# James Llewellin's Photo Shoot with Eric Guy Oct 2007



## supercell (Aug 23, 2005)

Just got my disc from Eric this week (via Wade) and thought I'd post some up from the shoot.

All photo's are courtesy of Eric and with him the copyright remains...So watch it!!


----------



## supercell (Aug 23, 2005)

And some more....


----------



## RAIKEY (Jun 30, 2005)

kin ell!!

the one outside bottom of the stairs is awesome James,....

do you think copying it and putting a framed one on me desk would be an infrigment of those copyrights???

hahah


----------



## supercell (Aug 23, 2005)

And the last lot...

Big Thanks to Steve and Bodyzone in Upper Belvedere in SE London for letting us do the shoot there. He's a great guy and great competitor too.

J


----------



## DB (Oct 31, 2003)

lookin awesome james!


----------



## RACK (Aug 20, 2007)

Looking amazing James


----------



## Tiger81 (May 4, 2007)

Monster :lift:


----------



## Nytol (Jul 16, 2005)

Looking awesome mate, your condition is superb.


----------



## Captain Hero (Jun 13, 2004)

awesome James!


----------



## anabolic lion (Aug 4, 2004)

damm bro u look good!!!


----------



## chrisj22 (Mar 22, 2006)

Should be on the cover of Flex, end of.


----------



## Nine Pack (Oct 30, 2006)

Best you've ever looked buddy. Your chest looks bigger when it's relaxed than when it is tensed. We'll soon sort that out.


----------



## coco (Mar 29, 2007)

lookimng awsome!


----------



## Incredible Bulk (Sep 19, 2007)

foookin 'el..... cracking pics....


----------



## jw007 (Apr 12, 2007)

Awesome...........very Lee priest like


----------



## Captain Hero (Jun 13, 2004)

jw007 said:


> Awesome...........very Lee priest like


I thought the same


----------



## the_gre8t_1ne (Apr 18, 2005)

you look fookin amazing! damn! serious im speechless, im not being funny but with your clothes on u dont seem as big, but when there off you hulk out man! I WISH! is all i can say!


----------



## maccer (Jul 11, 2007)

bloody hell!!! Awesome!!!


----------



## Kezz (Sep 3, 2007)

awesome pics!!


----------



## 2manytoyz (Jul 25, 2006)

Very very impresive, I saw you on stage at the gravesend in 2006 and its amazing how you have changed in a year but but you still outshined everyone at that show too.


----------



## supercell (Aug 23, 2005)

Blimey guys. Thanks for all your positive comments.

I always like to catalogue how i am looking each year with photo shoots the week after.

When I look back at how much i have improved it really motivates me to keep on improving year on year. Since hooking up with Paul there is NO doubt in my mind that my physique has made very good progress and long may that partnership continue as long as I keep competing.

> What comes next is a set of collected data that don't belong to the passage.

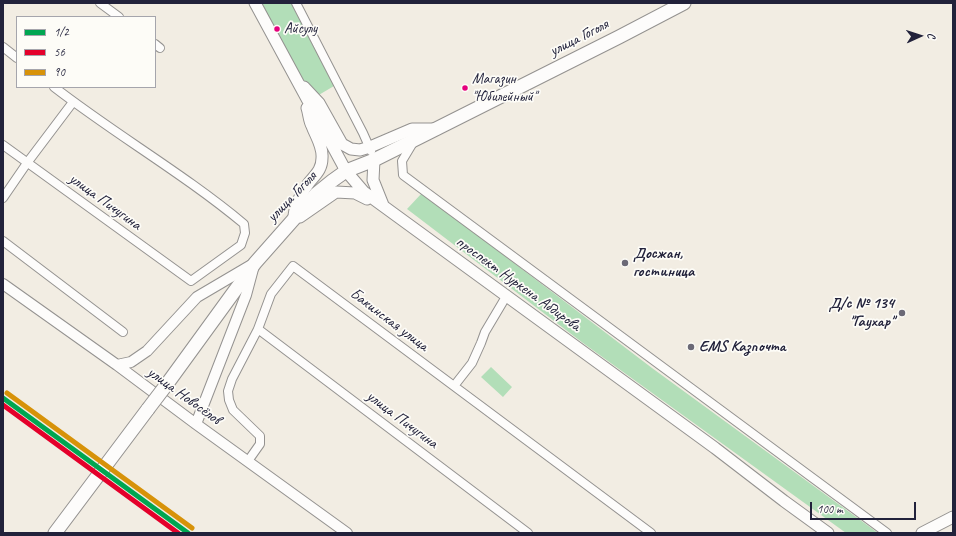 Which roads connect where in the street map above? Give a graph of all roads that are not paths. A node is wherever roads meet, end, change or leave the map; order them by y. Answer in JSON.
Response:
{"nodes":[{"id":1,"x":100,"y":3,"type":"edge"},
{"id":2,"x":255,"y":3,"type":"edge"},
{"id":3,"x":296,"y":3,"type":"edge"},
{"id":4,"x":684,"y":3,"type":"edge"},
{"id":5,"x":118,"y":16,"type":"edge"},
{"id":6,"x":3,"y":47,"type":"edge"},
{"id":7,"x":16,"y":57,"type":"edge"},
{"id":8,"x":295,"y":78,"type":"junction"},
{"id":9,"x":55,"y":88,"type":"edge"},
{"id":10,"x":305,"y":96,"type":"junction"},
{"id":11,"x":73,"y":102,"type":"junction"},
{"id":12,"x":437,"y":129,"type":"junction"},
{"id":13,"x":416,"y":140,"type":"junction"},
{"id":14,"x":3,"y":145,"type":"edge"},
{"id":15,"x":370,"y":146,"type":"junction"},
{"id":16,"x":374,"y":160,"type":"junction"},
{"id":17,"x":27,"y":163,"type":"junction"},
{"id":18,"x":346,"y":171,"type":"junction"},
{"id":19,"x":3,"y":198,"type":"edge"},
{"id":20,"x":380,"y":204,"type":"junction"},
{"id":21,"x":291,"y":222,"type":"junction"},
{"id":22,"x":3,"y":241,"type":"edge"},
{"id":23,"x":254,"y":263,"type":"junction"},
{"id":24,"x":3,"y":284,"type":"edge"},
{"id":25,"x":507,"y":295,"type":"junction"},
{"id":26,"x":258,"y":329,"type":"junction"},
{"id":27,"x":123,"y":332,"type":"dead end"},
{"id":28,"x":117,"y":365,"type":"junction"},
{"id":29,"x":454,"y":386,"type":"junction"},
{"id":30,"x":196,"y":424,"type":"junction"},
{"id":31,"x":248,"y":461,"type":"junction"},
{"id":32,"x":953,"y":516,"type":"edge"},
{"id":33,"x":55,"y":533,"type":"edge"},
{"id":34,"x":347,"y":533,"type":"edge"},
{"id":35,"x":528,"y":533,"type":"edge"},
{"id":36,"x":651,"y":533,"type":"edge"},
{"id":37,"x":828,"y":533,"type":"edge"},
{"id":38,"x":887,"y":533,"type":"edge"},
{"id":39,"x":922,"y":533,"type":"edge"}],
"edges":[{"from":1,"to":5,"type":"street"},
{"from":2,"to":8,"type":"main road","name":"проспект Нуркена Абдирова"},
{"from":3,"to":15,"type":"street"},
{"from":4,"to":12,"type":"highway","name":"улица Гоголя"},
{"from":6,"to":7,"type":"street"},
{"from":8,"to":10,"type":"main road","name":"проспект Нуркена Абдирова"},
{"from":8,"to":15,"type":"main road"},
{"from":9,"to":11,"type":"street"},
{"from":10,"to":18,"type":"main road","name":"проспект Нуркена Абдирова"},
{"from":10,"to":21,"type":"main road"},
{"from":11,"to":17,"type":"street"},
{"from":11,"to":17,"type":"street","name":"улица Пичугина"},
{"from":12,"to":13,"type":"highway","name":"улица Гоголя"},
{"from":12,"to":15,"type":"main road"},
{"from":13,"to":16,"type":"highway","name":"улица Гоголя"},
{"from":13,"to":38,"type":"street","name":"проспект Нуркена Абдирова"},
{"from":14,"to":17,"type":"street","name":"улица Пичугина"},
{"from":15,"to":16,"type":"street"},
{"from":16,"to":18,"type":"highway","name":"улица Гоголя"},
{"from":16,"to":20,"type":"main road"},
{"from":17,"to":19,"type":"street"},
{"from":18,"to":20,"type":"main road","name":"проспект Нуркена Абдирова"},
{"from":18,"to":21,"type":"highway","name":"улица Гоголя"},
{"from":20,"to":21,"type":"main road"},
{"from":20,"to":25,"type":"main road","name":"проспект Нуркена Абдирова"},
{"from":21,"to":23,"type":"highway","name":"улица Гоголя"},
{"from":22,"to":27,"type":"street"},
{"from":23,"to":28,"type":"street"},
{"from":23,"to":30,"type":"street"},
{"from":23,"to":33,"type":"highway","name":"улица Гоголя","bridge":true},
{"from":24,"to":28,"type":"street","name":"улица Новосёлов"},
{"from":25,"to":29,"type":"street"},
{"from":25,"to":37,"type":"main road","name":"проспект Нуркена Абдирова"},
{"from":26,"to":29,"type":"street","name":"Бакинская улица"},
{"from":26,"to":31,"type":"street","name":"Бакинская улица"},
{"from":26,"to":35,"type":"street","name":"улица Пичугина"},
{"from":28,"to":30,"type":"street","name":"улица Новосёлов"},
{"from":29,"to":36,"type":"street","name":"Бакинская улица"},
{"from":30,"to":31,"type":"street","name":"улица Новосёлов"},
{"from":31,"to":34,"type":"street","name":"улица Новосёлов"},
{"from":32,"to":39,"type":"main road"}]} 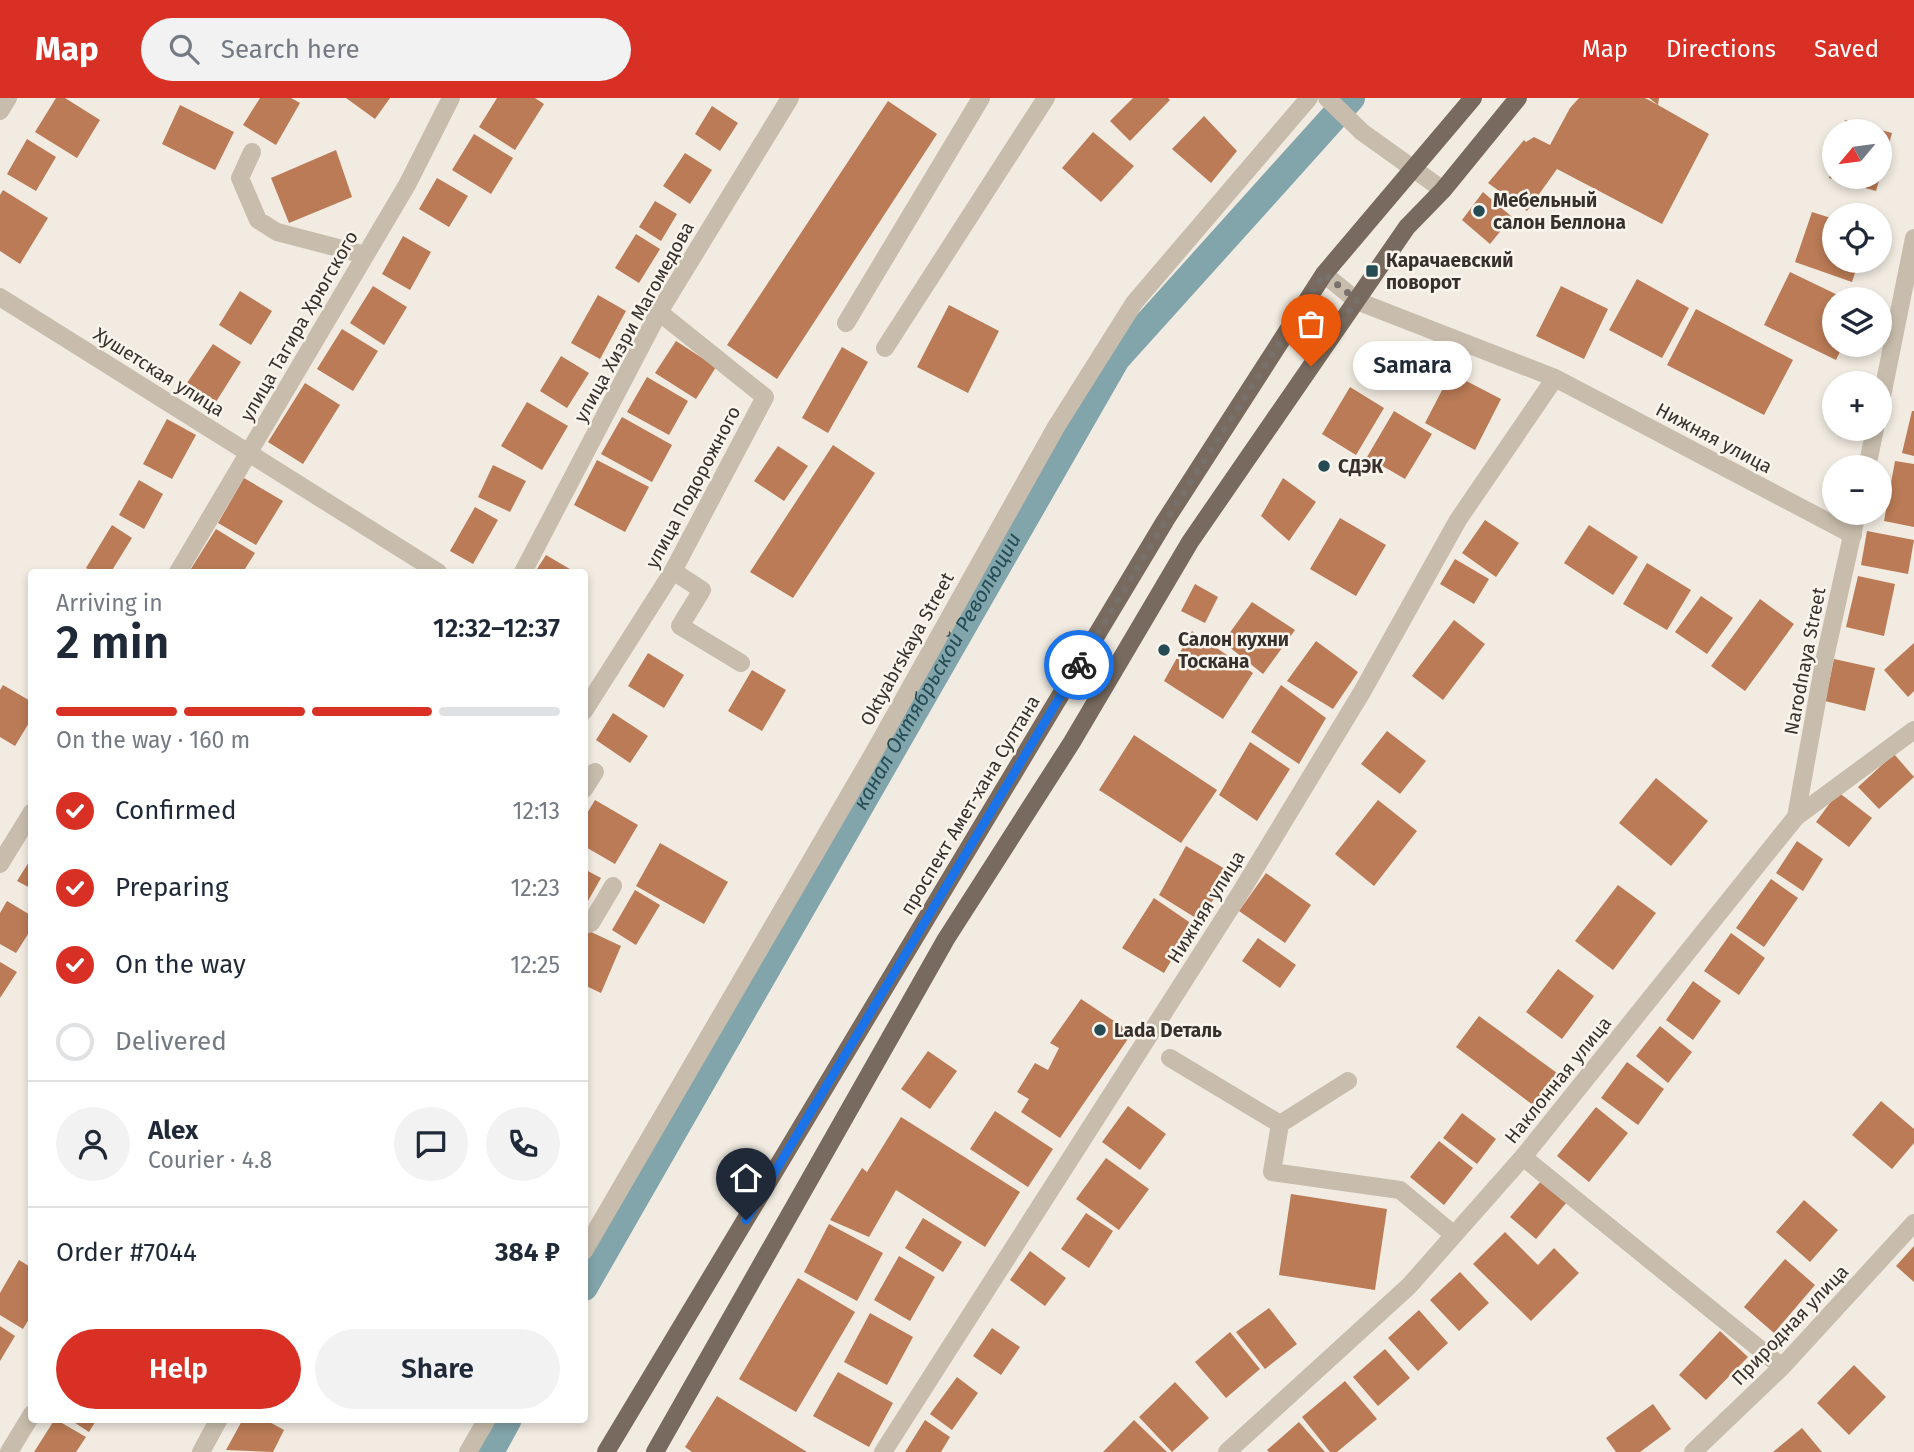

I know Paul sees me as 'a work in progress' and with still so many things I can work on, the mind boggles at what I could be like with continued hard work and diligence.

I have another shoot that I will be posting once I get the photo's back...Its a little more 'arty' but I kind of like that style too and the girl that took them is very talented.

Anyway thanks for all the comments, it makes my continued prep that much more enjoyable and worthwhile.

J


----------



## Bobbytrickster (Jan 2, 2006)

Looking huge mate, you've got veins everywhere.....forehead and all love it!!!


----------



## Tinytom (Sep 16, 2005)

more pro like with every week mate.

Awesome


----------



## Tall (Aug 14, 2007)

You are rather big... have you ever thought about competing...?


----------



## rs007 (May 28, 2007)

TH&S said:


> You are rather big... have you ever thought about competing...?


Think he'd make a decent first timer or novice maybe....

 

Amazing physique, one of those that inspires you, but at the same time deflates you cos you know you'll probably never achieve that level...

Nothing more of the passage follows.